This article was inspired by a discussion at a bar I had years ago with a civil engineer. He saw no point in worrying about ecology because, according to him, everything eventually “disappears” anyway. He backed up his argument by explaining the concept of entropy. To which I replied: okay, everything falls apart, sure—but why rush the process so much?
We all come from stardust. The matter that makes us, the breath we carry—all of it comes from a natural process billions of years old. And all of it will eventually disappear. There’s nothing sad or dramatic about it—it’s simply the reality of the universe.
This phenomenon has a name: entropy—the natural tendency of things to become disorganized and dissipate their energy. Every system, whether a star, a tree, or a human ecosystem, moves toward some form of disorder. The challenge isn’t to fight it but to understand how we, as humans, interact with this process.
It’s important to clarify that entropy isn’t just a measure of disorder but also of energy dispersion. A high-entropy system is one where energy is evenly spread out and no longer available to perform useful work. Living systems, by extracting energy from their environment, manage to maintain a state of low entropy—but always at the cost of increasing the overall entropy of the universe.
Humans and their tools accelerate disorder.
Today, humanity has mastered the art of extracting energy from the system… and wasting it. In our quest to make life easier, to produce more and faster, we have created a machine that accelerates entropy on an unprecedented scale.
Take a simple example: fossil fuels. They are millions of years of sunlight concentrated into a usable fuel. And what do we do with them? We burn them to power inefficient systems, often for fleeting purposes, instead of trying to maximize their value. We use and deplete precious resources in linear processes: extract, consume, discard. This model isn’t just unsustainable—it fundamentally contradicts the natural principles of energy cycles.

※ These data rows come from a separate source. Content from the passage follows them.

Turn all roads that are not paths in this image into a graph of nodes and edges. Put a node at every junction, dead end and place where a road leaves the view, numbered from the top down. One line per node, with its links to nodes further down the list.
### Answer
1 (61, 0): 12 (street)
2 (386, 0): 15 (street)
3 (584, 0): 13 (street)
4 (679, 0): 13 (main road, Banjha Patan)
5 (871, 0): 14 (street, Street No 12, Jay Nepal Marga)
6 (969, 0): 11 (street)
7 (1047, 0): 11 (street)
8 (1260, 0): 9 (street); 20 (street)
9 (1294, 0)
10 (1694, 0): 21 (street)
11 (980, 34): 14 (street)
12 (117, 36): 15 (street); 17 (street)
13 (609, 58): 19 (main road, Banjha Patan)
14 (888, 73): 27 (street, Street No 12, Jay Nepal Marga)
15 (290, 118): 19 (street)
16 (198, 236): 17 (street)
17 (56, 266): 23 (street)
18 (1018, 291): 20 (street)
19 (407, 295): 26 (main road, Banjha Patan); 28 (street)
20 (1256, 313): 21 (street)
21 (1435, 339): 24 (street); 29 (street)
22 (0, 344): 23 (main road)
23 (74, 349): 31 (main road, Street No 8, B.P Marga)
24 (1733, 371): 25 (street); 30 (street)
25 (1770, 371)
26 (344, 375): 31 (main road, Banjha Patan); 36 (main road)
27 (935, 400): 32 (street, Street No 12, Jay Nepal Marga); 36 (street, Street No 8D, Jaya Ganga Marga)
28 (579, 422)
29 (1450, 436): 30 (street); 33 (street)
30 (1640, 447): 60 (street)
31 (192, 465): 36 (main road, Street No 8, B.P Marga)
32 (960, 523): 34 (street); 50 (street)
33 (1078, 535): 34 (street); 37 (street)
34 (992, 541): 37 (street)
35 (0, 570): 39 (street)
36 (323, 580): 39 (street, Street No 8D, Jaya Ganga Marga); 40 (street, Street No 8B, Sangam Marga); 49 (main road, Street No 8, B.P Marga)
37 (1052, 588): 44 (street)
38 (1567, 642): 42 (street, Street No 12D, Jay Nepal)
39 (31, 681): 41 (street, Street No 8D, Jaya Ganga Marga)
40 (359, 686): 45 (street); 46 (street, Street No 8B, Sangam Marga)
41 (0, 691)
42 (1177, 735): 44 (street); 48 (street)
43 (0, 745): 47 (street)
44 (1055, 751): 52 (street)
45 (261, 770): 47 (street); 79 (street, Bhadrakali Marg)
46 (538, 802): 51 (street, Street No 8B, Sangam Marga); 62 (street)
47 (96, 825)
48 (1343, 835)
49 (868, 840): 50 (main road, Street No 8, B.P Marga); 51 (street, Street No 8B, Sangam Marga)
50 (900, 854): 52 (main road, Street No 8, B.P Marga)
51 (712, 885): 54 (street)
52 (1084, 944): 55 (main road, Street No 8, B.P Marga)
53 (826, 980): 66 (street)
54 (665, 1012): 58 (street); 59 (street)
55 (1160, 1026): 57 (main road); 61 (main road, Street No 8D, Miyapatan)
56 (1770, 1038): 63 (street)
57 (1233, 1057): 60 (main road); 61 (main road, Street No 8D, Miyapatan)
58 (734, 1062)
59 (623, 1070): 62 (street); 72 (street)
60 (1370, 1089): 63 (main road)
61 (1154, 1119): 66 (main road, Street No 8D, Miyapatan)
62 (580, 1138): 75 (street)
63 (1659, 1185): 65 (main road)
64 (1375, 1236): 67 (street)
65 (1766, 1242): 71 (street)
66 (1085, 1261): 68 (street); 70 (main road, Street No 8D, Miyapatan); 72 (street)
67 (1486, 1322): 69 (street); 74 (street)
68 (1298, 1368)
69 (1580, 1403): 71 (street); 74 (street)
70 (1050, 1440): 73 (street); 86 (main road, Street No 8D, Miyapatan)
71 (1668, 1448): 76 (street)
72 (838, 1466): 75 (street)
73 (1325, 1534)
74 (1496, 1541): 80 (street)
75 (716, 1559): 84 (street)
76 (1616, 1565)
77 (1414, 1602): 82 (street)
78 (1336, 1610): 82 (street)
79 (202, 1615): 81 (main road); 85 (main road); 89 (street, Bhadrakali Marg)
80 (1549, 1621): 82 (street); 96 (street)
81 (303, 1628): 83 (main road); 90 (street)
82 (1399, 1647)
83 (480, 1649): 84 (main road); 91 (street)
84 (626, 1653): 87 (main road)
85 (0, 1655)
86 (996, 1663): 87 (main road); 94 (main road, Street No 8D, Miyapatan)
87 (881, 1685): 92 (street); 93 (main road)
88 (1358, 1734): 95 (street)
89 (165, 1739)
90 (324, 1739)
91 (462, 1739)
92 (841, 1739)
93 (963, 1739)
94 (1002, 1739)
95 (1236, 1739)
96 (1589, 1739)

The use of fossil fuels is a striking example of how we accelerate entropy. By burning these fuels, we release carbon dioxide into the atmosphere, contributing to climate change. Climate change, in turn, is a clear example of how increasing entropy can have disastrous consequences for ecosystems and human societies.
yourself. Directed by Godfrey Reggio.
Closing the loops, slowing the flow.
Permaculture teaches us that there are no “waste” products in a well-designed system. Energy, like matter, must circulate, transform, and be reused. Instead of fighting entropy or merely observing it, we can learn to work with it by slowing down flows and closing loops.
That means:
- Identifying energy leaks in our systems: We have a stream that runs dry in summer but becomes torrential in spring—can we slow down this flow? Can we redirect part of this water into a pond (and retain its energy potential?) while also reducing erosion in the process?
- Maximizing every resource: A tree is not just a tree. It can provide fruit, biomass, heat, a substrate for mushroom cultivation, shelter, a water pump, a hedge, a temperature regulator, and, at the end of its life, fuel or compost.
- Designing in loops: Creating systems where every “waste” becomes a resource for another process. For example, using greywater for irrigation or organic waste to produce biogas or eggs.
- These principles of circular economy and permaculture are essential for slowing the increase of entropy. By adopting these approaches, we can reduce resource consumption, minimize waste, and create more resilient systems.
From Enjoyment to Efficiency, From Individual to Collective
It’s not just a question of morality or ecological responsibility. Slowing down and creating resilient systems is also a way to live better. Repairing an old chair or implementing a permaculture design isn’t an act of heroism—it’s a way to find enjoyment while minimizing wasted energy.
However, individual actions, while valuable, aren’t enough on their own if we don’t also reconfigure the larger systems we operate within. We need to think at the scale of human ecosystems—cities, production networks, rural communities. Every individual choice can influence the collective, but only if we align our efforts with clear, replicable principles.
It is crucial to recognize that individual solutions must be supported by public policies and collective actions. The transition to a sustainable economy requires changes at all levels, from personal choices to political and economic decisions.
A role to play
Entropy reminds us that everything is impermanent, but that doesn’t mean we should hasten the end. On the contrary, our role is to extend the cycle for as long as possible—not out of resistance, but out of pragmatism. Because in a finite world, making things last is the key to maintaining balance and preserving what we still have.
Like a flame carefully tended, every action matters—not to “save” the planet, but to align our lives with the realities of the natural world. Less waste, more cycles. Less speed, more efficiency.
We will all return to stardust one day—that’s true. But before that, we can take responsibility. We can strive to understand how this world works, design it more wisely, and make this journey both meaningful and as long-lasting as possible. That’s what has always drawn us to the methodology of permaculture design: clear principles that are often replicable and adaptable. And we do our best to share them with you in a way that is engaging and fun during our courses.